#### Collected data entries

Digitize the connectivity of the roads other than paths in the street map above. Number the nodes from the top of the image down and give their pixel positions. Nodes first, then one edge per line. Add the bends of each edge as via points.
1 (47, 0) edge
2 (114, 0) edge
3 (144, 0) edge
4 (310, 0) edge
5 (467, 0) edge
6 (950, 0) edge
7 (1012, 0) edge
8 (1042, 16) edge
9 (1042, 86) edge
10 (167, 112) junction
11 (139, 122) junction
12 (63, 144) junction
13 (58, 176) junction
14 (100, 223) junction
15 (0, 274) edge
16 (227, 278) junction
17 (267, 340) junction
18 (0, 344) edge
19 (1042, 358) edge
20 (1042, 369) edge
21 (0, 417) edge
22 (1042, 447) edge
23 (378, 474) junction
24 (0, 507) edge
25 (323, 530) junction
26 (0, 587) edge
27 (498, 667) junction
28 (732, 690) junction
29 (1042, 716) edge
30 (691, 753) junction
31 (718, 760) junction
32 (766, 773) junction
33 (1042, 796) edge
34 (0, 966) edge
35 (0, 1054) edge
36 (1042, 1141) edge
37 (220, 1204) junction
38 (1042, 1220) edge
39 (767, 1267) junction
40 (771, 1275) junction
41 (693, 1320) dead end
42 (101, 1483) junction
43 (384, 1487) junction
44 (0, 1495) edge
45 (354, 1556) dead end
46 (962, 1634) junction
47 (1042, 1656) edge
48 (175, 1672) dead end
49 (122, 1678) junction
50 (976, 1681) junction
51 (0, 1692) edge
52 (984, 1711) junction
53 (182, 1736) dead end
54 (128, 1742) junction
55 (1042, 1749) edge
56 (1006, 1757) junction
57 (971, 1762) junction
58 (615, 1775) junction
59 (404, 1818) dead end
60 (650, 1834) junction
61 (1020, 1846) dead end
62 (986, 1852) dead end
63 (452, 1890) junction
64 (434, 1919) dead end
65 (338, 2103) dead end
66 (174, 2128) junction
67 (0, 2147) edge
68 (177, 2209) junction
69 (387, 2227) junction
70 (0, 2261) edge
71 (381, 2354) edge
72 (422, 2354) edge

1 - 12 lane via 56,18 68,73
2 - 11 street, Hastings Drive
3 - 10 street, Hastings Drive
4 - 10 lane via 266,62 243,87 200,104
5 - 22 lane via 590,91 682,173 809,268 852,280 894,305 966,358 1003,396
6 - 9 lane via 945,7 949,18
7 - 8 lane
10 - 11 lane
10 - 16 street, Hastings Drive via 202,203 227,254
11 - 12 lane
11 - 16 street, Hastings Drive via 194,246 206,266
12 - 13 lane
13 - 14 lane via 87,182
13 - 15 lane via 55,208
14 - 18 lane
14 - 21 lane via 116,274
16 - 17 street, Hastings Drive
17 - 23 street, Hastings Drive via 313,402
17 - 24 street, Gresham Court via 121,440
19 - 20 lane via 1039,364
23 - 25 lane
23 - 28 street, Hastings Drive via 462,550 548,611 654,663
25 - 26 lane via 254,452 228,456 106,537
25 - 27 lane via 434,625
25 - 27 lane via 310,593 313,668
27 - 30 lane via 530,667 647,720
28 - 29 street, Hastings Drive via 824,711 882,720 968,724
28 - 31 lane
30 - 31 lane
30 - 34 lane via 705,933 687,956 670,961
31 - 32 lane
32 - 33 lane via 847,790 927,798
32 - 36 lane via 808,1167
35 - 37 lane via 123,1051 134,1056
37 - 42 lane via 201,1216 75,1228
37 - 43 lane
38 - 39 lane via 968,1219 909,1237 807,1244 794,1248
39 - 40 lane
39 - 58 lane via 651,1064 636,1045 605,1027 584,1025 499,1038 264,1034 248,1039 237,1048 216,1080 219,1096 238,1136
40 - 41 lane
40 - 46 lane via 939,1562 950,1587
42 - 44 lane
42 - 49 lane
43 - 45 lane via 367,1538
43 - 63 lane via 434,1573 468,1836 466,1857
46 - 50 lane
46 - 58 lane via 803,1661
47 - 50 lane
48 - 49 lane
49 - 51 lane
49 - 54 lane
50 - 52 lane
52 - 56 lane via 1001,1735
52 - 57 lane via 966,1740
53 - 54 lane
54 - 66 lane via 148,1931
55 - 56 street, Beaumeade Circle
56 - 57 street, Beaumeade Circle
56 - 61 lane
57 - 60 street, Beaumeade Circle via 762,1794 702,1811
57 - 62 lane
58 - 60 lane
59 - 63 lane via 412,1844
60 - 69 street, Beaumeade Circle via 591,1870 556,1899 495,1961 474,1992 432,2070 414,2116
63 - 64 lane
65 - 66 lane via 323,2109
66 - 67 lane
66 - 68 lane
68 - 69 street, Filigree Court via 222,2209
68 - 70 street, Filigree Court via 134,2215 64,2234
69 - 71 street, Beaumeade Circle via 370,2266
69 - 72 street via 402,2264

#### Task to complete
Every line above that holds the word "Beaumeade" should be copied out.

#### Result of this exercise
55 - 56 street, Beaumeade Circle
56 - 57 street, Beaumeade Circle
57 - 60 street, Beaumeade Circle via 762,1794 702,1811
60 - 69 street, Beaumeade Circle via 591,1870 556,1899 495,1961 474,1992 432,2070 414,2116
69 - 71 street, Beaumeade Circle via 370,2266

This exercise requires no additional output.